23andMe, the well-known DNA testing company, saw a dramatic drop in its shares on Monday, following the announcement of a bankruptcy filing aimed at selling off its assets. Amid these developments, CEO Anne Wojcicki has stepped down, though she intends to stay involved as a bidder after unsuccessful efforts to revert the company to private ownership.
In premarket trading, the company’s shares plummeted over 40%, positioning them to open at about $1. The bankruptcy filing coincided with Wojcicki’s resignation on Sunday, further shaking the company’s standing. To navigate through these turbulent times, 23andMe has opted for a court-managed sale or auction of its holdings, with board member Mark Jensen describing it as the most promising route to enhance the business’s value.
Accompanying this strategic shift, Anne Wojcicki’s resignation was immediate. Joe Selsavage, the CFO, was appointed as interim CEO, while Wojcicki will maintain her seat on the board. Her previous attempts to privatize the company faced hurdles when the entire board resigned in September due to divergent perspectives. More recently, the new board dismissed a proposal from a group spearheaded by Wojcicki to buy all the outstanding 23andMe shares.

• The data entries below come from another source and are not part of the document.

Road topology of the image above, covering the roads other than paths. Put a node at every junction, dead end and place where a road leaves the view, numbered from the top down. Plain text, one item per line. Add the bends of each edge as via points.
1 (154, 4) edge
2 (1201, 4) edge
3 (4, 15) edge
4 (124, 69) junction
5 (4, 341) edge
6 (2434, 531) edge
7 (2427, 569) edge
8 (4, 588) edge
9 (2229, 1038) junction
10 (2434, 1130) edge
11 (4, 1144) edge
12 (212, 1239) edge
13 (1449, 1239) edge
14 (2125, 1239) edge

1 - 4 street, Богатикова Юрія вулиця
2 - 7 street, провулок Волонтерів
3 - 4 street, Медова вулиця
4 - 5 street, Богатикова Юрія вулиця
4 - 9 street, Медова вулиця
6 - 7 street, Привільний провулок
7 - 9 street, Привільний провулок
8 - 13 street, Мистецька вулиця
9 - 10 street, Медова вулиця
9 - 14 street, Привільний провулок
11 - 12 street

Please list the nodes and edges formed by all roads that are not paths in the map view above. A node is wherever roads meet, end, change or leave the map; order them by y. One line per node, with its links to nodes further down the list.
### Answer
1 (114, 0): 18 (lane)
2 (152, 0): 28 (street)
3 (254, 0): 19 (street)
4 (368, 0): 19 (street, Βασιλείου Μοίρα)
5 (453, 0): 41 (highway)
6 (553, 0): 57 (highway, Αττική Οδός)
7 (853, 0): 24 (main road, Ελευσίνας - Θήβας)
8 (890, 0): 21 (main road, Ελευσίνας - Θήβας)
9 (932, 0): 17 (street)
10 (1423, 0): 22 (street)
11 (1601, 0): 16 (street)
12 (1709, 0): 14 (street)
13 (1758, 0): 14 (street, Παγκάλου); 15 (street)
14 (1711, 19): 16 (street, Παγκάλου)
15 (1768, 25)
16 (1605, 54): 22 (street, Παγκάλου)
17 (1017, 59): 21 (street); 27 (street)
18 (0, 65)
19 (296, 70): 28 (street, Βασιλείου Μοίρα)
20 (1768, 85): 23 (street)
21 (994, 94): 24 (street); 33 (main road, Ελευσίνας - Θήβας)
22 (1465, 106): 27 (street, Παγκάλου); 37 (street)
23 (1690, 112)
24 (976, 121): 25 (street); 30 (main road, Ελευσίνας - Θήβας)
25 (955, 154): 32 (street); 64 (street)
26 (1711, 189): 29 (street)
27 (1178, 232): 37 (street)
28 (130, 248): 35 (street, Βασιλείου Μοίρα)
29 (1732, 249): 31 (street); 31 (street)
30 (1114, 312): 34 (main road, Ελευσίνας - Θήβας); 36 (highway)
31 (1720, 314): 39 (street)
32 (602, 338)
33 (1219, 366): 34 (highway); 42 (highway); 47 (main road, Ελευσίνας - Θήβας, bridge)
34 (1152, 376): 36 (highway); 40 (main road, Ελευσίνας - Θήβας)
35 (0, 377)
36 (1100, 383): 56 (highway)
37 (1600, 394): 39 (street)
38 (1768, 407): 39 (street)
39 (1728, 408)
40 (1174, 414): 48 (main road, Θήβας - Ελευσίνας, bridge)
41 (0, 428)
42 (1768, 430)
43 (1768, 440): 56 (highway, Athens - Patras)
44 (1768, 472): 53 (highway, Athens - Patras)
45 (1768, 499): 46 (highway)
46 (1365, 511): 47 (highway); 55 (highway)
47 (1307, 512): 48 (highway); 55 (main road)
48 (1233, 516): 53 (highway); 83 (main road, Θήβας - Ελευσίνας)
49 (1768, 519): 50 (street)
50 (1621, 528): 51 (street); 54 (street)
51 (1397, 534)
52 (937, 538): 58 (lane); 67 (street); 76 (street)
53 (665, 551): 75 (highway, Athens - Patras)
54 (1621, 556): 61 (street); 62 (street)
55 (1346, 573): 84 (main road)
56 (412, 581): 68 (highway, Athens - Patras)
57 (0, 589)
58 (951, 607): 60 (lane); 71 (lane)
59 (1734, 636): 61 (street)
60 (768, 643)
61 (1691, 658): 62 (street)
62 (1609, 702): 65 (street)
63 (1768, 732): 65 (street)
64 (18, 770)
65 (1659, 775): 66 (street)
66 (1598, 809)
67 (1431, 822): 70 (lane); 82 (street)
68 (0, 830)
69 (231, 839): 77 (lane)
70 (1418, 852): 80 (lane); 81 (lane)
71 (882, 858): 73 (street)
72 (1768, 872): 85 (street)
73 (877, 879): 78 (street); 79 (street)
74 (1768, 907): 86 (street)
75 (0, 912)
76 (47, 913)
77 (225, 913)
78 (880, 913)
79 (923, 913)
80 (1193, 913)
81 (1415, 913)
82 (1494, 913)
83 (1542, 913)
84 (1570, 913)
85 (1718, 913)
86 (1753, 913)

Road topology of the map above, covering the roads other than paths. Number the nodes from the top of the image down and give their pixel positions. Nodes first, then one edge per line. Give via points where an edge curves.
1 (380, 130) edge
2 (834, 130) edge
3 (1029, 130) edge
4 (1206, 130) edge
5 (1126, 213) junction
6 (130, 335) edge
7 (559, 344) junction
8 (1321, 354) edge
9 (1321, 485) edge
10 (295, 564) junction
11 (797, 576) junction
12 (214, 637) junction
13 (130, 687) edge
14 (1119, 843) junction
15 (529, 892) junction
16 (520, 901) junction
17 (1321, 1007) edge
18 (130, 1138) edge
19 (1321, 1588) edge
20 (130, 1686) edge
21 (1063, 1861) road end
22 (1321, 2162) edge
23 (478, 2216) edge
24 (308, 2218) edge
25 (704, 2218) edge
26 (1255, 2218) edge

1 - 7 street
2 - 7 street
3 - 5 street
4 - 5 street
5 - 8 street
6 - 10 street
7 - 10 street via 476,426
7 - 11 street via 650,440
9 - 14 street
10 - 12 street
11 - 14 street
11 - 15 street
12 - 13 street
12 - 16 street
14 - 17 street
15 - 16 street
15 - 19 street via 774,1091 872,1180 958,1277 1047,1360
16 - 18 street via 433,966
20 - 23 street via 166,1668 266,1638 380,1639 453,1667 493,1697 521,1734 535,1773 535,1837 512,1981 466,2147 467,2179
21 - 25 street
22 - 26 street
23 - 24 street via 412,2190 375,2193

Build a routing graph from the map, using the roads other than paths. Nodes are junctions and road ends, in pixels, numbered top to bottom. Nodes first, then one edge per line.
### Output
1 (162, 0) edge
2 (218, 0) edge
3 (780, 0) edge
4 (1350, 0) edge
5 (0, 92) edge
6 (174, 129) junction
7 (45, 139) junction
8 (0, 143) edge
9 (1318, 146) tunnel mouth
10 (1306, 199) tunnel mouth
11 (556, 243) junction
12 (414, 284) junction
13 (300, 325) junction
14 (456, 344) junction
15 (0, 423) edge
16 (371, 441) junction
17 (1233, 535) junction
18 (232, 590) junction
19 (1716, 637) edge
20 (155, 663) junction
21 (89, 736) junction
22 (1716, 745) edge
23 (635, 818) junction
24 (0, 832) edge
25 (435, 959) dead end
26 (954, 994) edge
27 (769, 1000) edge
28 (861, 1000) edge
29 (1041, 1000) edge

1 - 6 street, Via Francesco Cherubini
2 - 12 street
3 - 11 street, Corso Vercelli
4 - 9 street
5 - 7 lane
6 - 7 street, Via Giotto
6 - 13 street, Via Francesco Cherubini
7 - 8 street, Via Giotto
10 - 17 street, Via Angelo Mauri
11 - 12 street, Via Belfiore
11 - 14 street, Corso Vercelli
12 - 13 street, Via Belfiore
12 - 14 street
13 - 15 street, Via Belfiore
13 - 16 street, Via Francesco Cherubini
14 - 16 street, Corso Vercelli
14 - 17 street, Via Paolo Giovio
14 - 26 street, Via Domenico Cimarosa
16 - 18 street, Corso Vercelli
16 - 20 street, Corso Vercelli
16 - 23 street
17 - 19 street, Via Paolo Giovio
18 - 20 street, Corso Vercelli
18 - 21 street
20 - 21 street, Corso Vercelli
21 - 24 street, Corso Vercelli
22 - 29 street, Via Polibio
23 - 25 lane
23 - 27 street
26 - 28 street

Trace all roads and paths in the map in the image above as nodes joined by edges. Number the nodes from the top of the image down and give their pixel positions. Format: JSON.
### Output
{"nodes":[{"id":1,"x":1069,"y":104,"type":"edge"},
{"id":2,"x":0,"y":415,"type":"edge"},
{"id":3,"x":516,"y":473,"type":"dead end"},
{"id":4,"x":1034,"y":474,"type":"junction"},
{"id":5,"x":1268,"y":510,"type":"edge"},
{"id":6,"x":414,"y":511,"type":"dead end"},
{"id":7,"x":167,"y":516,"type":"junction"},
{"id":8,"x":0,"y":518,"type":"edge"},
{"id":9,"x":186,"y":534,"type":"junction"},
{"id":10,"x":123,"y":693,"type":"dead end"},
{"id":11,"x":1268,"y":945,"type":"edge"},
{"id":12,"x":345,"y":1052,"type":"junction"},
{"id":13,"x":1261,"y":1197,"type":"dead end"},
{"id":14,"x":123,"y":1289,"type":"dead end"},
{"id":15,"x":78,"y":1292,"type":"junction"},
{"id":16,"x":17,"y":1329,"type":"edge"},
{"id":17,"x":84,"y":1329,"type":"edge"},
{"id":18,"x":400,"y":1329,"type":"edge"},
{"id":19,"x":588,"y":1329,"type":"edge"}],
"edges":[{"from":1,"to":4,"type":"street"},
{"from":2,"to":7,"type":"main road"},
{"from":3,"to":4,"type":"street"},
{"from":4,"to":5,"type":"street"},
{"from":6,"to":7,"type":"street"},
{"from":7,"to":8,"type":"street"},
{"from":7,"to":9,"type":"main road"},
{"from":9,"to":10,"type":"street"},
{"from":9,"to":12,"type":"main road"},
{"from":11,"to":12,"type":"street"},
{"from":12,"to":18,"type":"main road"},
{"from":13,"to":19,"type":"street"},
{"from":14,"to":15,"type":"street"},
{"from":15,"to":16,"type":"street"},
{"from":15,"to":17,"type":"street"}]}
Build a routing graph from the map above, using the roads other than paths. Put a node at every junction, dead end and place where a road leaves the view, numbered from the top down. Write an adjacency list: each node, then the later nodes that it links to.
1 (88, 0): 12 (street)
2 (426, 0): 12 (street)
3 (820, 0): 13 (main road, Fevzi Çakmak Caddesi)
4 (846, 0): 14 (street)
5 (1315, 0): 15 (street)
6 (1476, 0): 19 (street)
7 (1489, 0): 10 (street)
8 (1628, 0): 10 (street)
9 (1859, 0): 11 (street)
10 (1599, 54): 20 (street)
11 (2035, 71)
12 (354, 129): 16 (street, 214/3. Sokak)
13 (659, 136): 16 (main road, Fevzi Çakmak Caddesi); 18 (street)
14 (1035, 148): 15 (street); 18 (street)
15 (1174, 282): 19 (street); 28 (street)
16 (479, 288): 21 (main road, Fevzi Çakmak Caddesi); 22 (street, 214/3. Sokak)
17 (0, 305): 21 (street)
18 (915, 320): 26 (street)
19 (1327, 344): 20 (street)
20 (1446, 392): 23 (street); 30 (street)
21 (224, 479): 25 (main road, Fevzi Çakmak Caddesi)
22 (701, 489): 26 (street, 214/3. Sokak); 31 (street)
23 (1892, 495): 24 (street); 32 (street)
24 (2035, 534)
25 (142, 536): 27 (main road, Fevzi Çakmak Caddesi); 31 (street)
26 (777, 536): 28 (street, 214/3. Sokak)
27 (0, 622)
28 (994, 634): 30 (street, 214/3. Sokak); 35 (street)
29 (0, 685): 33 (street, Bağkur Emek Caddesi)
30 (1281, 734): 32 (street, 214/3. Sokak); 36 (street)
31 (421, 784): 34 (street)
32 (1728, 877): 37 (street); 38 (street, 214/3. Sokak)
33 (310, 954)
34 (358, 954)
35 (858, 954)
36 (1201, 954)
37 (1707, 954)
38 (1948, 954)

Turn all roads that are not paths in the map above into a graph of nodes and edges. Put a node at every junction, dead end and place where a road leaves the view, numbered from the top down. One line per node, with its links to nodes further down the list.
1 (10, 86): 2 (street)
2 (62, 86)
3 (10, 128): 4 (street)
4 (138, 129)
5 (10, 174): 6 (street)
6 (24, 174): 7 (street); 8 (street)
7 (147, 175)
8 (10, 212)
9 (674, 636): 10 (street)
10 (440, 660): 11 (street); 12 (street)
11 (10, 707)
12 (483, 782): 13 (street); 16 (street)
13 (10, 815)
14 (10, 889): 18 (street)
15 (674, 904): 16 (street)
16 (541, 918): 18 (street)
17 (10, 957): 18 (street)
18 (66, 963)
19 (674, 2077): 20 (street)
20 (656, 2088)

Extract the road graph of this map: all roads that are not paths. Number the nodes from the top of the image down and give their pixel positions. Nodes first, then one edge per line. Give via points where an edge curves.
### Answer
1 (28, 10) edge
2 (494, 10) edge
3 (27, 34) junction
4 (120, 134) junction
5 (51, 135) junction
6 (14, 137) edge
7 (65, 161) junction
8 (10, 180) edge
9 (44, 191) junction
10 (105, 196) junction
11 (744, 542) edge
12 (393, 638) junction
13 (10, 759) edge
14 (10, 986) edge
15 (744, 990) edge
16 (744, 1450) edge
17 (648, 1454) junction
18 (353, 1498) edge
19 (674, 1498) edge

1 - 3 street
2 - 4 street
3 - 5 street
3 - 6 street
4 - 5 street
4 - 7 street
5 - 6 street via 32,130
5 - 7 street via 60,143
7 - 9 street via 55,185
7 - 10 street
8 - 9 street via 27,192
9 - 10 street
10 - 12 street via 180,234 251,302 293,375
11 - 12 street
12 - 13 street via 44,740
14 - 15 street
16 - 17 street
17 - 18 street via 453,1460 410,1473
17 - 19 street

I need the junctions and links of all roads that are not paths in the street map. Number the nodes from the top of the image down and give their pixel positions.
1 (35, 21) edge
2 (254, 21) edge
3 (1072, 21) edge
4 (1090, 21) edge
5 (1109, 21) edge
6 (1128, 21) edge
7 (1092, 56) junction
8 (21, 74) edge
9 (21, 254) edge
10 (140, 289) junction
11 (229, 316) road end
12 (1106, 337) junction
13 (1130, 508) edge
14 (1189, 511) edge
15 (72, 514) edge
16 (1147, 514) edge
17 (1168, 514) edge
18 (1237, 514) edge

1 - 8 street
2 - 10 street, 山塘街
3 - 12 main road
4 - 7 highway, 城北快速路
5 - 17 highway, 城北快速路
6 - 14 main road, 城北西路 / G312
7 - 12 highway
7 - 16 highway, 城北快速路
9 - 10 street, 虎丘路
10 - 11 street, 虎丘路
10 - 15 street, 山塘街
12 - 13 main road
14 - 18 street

In a social media statement, Wojcicki expressed her intention to hold herself accountable for the current challenges and confirmed she would actively participate as a bidder in the bankruptcy auction. The premarket nosedive in 23andMe’s stock reflects a significant fall in the company’s market cap, now below $50 million, a steep decline from its $6 billion peak shortly after going public.